Saved entries

━━━━━━━━━━━━━━━━━━━━

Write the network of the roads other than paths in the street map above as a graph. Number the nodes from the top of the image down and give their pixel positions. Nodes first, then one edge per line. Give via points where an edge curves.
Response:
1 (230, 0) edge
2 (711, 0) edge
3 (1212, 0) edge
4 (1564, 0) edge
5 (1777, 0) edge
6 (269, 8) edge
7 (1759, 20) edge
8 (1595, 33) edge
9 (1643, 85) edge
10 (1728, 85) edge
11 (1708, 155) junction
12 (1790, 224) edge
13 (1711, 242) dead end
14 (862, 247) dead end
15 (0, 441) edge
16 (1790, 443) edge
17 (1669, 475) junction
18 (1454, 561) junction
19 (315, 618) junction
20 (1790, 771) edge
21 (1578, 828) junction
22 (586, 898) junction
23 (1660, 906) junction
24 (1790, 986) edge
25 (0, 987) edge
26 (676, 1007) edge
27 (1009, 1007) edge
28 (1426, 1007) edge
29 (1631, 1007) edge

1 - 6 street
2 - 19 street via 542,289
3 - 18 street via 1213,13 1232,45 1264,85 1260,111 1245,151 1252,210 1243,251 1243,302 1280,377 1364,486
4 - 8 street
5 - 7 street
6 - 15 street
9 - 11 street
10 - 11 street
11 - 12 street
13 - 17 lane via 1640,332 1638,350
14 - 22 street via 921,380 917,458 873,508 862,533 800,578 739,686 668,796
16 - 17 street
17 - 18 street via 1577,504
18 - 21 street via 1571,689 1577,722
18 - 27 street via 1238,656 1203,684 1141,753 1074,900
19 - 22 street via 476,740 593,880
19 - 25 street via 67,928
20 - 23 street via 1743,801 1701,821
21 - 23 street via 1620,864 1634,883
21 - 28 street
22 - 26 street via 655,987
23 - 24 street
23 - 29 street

━━━━━━━━━━━━━━━━━━━━

### [The problem]
The lines to return are those in the entries above that hold "dead".

### [Answer for this exercise]
13 (1711, 242) dead end
14 (862, 247) dead end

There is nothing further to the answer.